If anyone is still unsure of how important IT leadership is, they ought to consider the following statement: By 2020, half the CIOs that have not transformed the capabilities of their teams will be removed from their digital leadership teams. Why? Because leadership has a tangible effect on results. A good leader influences a team to architect good systems or apply principles to the way the team works and develops products – all of which have a measurable impact on the productivity, profitability, efficiency and customer satisfaction of a business.
A good leader will support a team’s willingness to experiment and innovate, establish and support the business’ cultural norms and implement technologies and processes to enable developer productivity.
Most businesses recognise engaged leaders are essential for a successful DevOps culture, but the DevOps community has been guilty of maligning leadership – in other words, having middle managers who prevent or delay the changes necessary for the business to improve its IT and organisational performance, hindering its success. It is important to have the right leaders, with the right attitudes, directing the business. Leaders typically have the authority and budget to make the large-scale changes needed to support a business’ DevOps transformation – set the tone of the organisation, reinforce desired cultural norms and provide visible support when the transformation is under way.
Recognising the right kind of leader
While there are stories of grassroots DevOps success, it is far easier to achieve success when there are effective leaders supporting the team. This is where the role of transformational leadership lends itself.
Transformational leadership is a model which sees leaders inspire and motivate their teams to achieve higher performance by appealing to their values and sense of purpose. In doing so, it facilitates wide-scale organisational change. The model is essential for:
- Establishing and supporting generative and high-trust cultural norms.
- Implementing technologies and processes that enable developer productivity, reducing code deployment lead times and supporting more reliable infrastructures.
- Supporting team experimentation and innovation, to create and implement better products faster.
- Working across organisational silos to achieve strategic alignment.
Leaders encourage their teams to work towards a common goal through their vision, values, communication, example-setting and evident caring about the team’s personal needs. Transformational leaders help the team to identify with the needs and objectives of the organisation. According to Rafferty and Griffin’s ‘Dimensions of transformational leadership’, these leaders have five specific characteristics.
- Vision – a clear and comprehensive understanding of the organisation and team direction.
- Intellectual Stimulation – challenging the status quo and pushing the team to constantly ask new questions.
- Inspirational communication – inspiring through passion, motivation and taking pride in the work.
- Supportive leadership – consideration of personal needs and interests before taking action.
- Personal recognition – commending, acknowledging and complementing quality work.
The characteristics of transformational leadership are highly correlated with IT performance. High-performing teams usually have leaders with the strongest behaviours across all dimensions: vision, inspirational communication, intellectual stimulation, supportive leadership, and personal recognition. A transformational leader’s influence is seen in their support of the team’s work, in technical practices and in the team’s product management capabilities. The positive (or negative) influence of leadership flows all the way through to IT performance and organisational performance.

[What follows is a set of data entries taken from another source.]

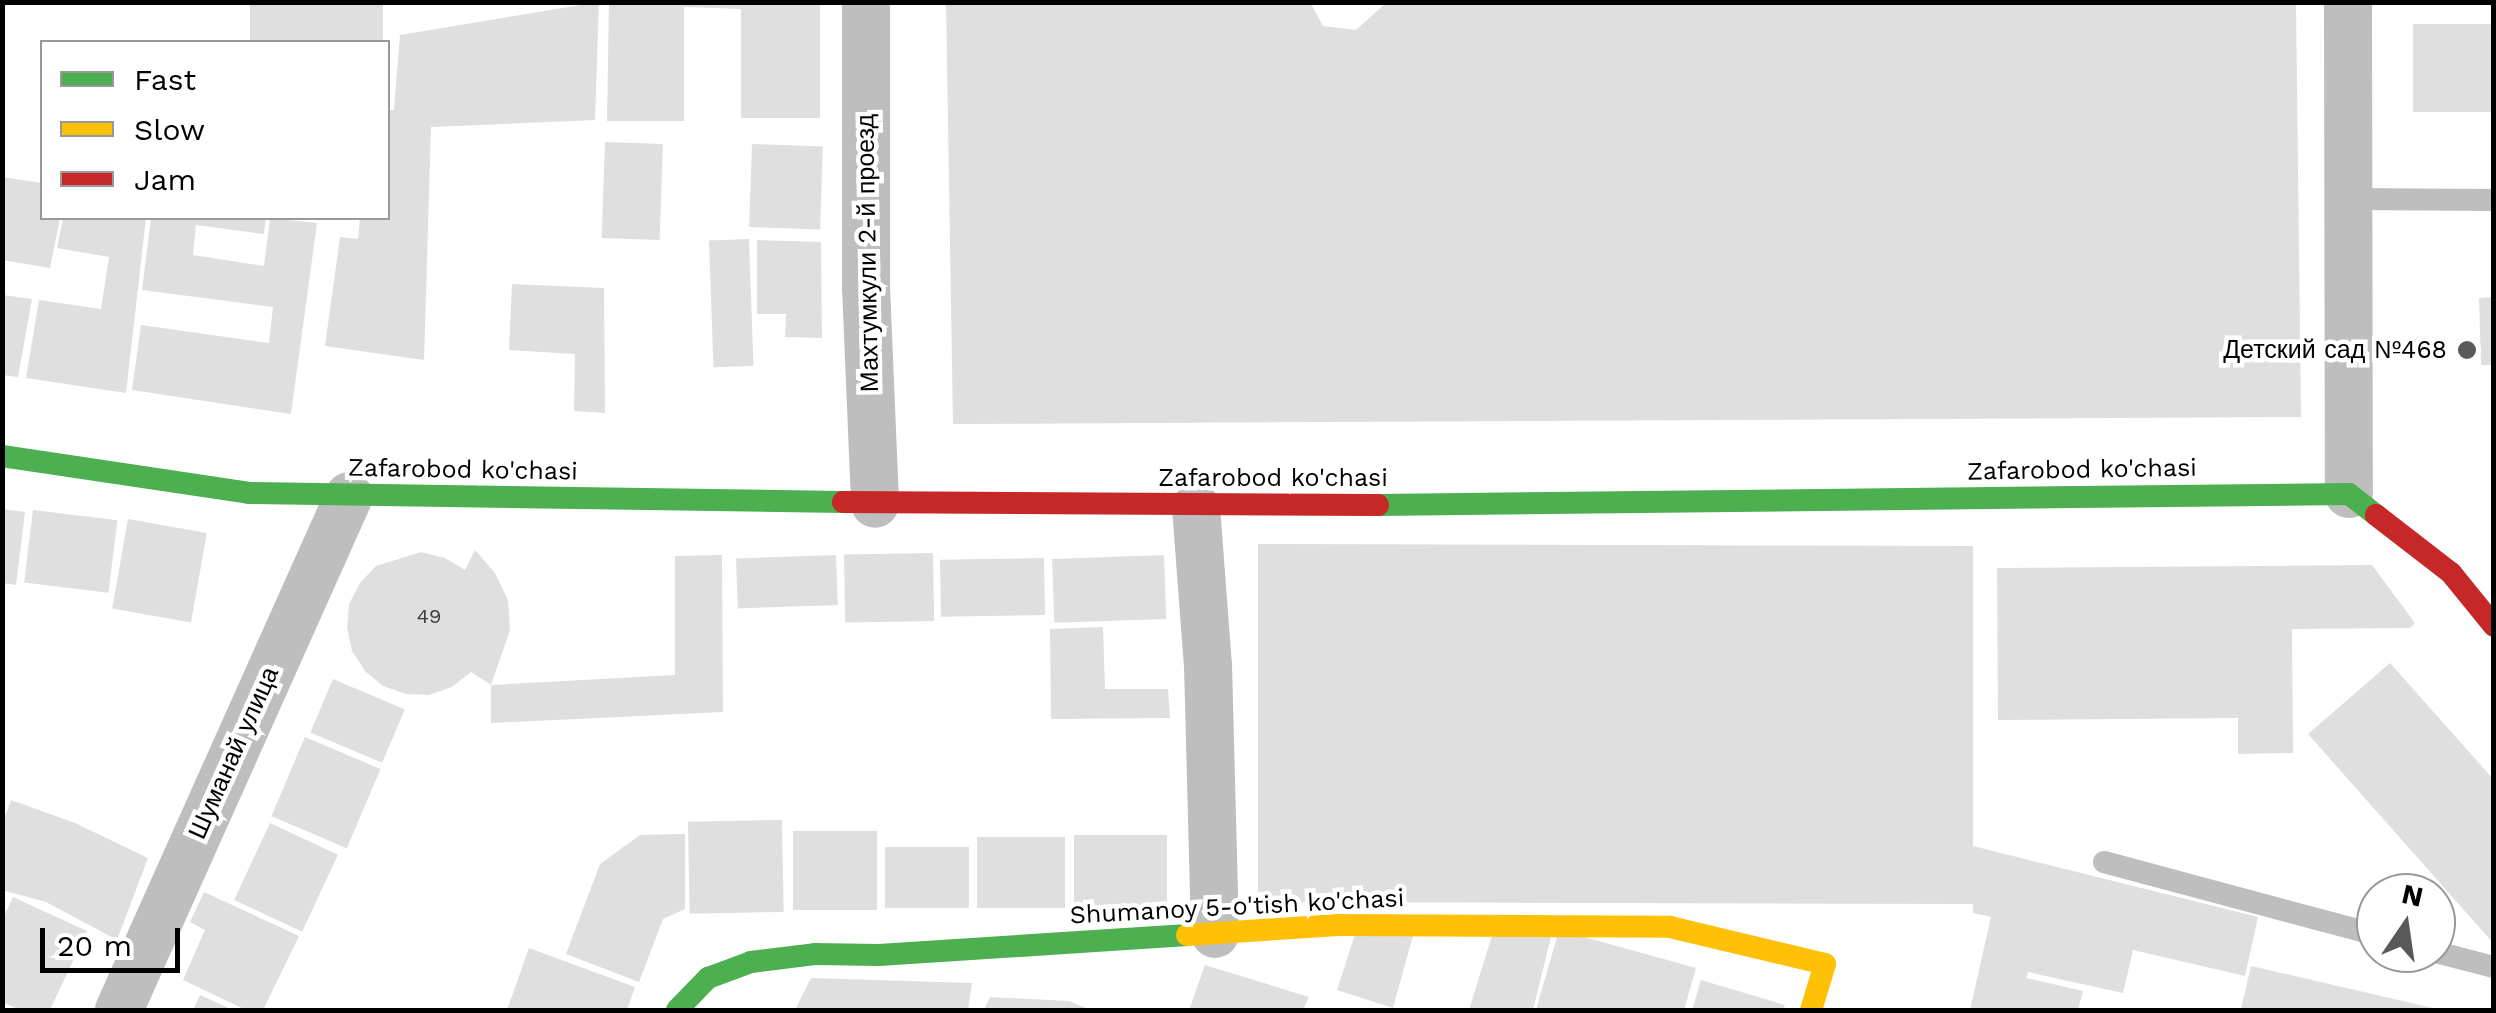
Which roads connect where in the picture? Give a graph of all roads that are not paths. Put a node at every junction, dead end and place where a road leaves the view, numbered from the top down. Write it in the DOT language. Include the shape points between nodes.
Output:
graph roads {
  1 [pos="866,2"];
  2 [pos="2348,2"];
  3 [pos="2349,200"];
  4 [pos="2494,200"];
  5 [pos="2,456"];
  6 [pos="2349,494"];
  7 [pos="349,496"];
  8 [pos="875,504"];
  9 [pos="1196,507"];
  10 [pos="2494,626"];
  11 [pos="2104,862"];
  12 [pos="2356,931"];
  13 [pos="1215,934"];
  14 [pos="2456,957"];
  15 [pos="2494,967"];
  16 [pos="119,1010"];
  17 [pos="677,1010"];
  18 [pos="1811,1010"];
  1 -- 8 [label="street, Махтумкули 2-й проезд" via="866,286"];
  2 -- 3 [label="street"];
  3 -- 4 [label="lane"];
  3 -- 6 [label="street"];
  5 -- 7 [label="street, Zafarobod ko'chasi" via="248,492"];
  6 -- 9 [label="street, Zafarobod ko'chasi"];
  6 -- 10 [label="street" via="2452,573"];
  7 -- 8 [label="street, Zafarobod ko'chasi"];
  7 -- 16 [label="street, Шуманай улица"];
  8 -- 9 [label="street, Zafarobod ko'chasi"];
  9 -- 13 [label="street"];
  11 -- 12 [label="lane"];
  13 -- 17 [label="street, Shumanoy 5-o'tish ko'chasi" via="751,962 708,978"];
  13 -- 18 [label="street, Shumanoy 5-o'tish ko'chasi" via="1338,925 1670,926 1825,964"];
  14 -- 15 [label="lane"];
}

The foundation for success
DevOps is becoming an important philosophy of forward-looking executives that acknowledge the link between DevOps and high organisational performance. Because DevOps is more about culture and processes than technology, management on all levels needs to understand what it means to adopt DevOps practices.
DevOps is not something a company can practice or buy. It is a culture where continuous questioning, experimenting and learning is a part of everyone’s day-to-day activities. Transformational leadership builds the core foundation for this culture to thrive – a culture where it is everyone’s job to challenge the status quo, continually bettering the organisation, its developments and practices.
Success in DevOps depends just as much on a suitable architecture, good technical practices and use of lean management principles.
Leaders cannot achieve DevOps outcomes on their own but good leaders help build great teams, great technology, and great organisations indirectly, by enabling teams to re-architect their systems and implement continuous delivery and lean management practices. Transformational leadership enables the practices that deliver high performance and it supports effective communication and collaboration between team members in pursuit of organisational goals. It provides the foundation for a culture in which continuous experimentation and learning is part of everybody’s daily work.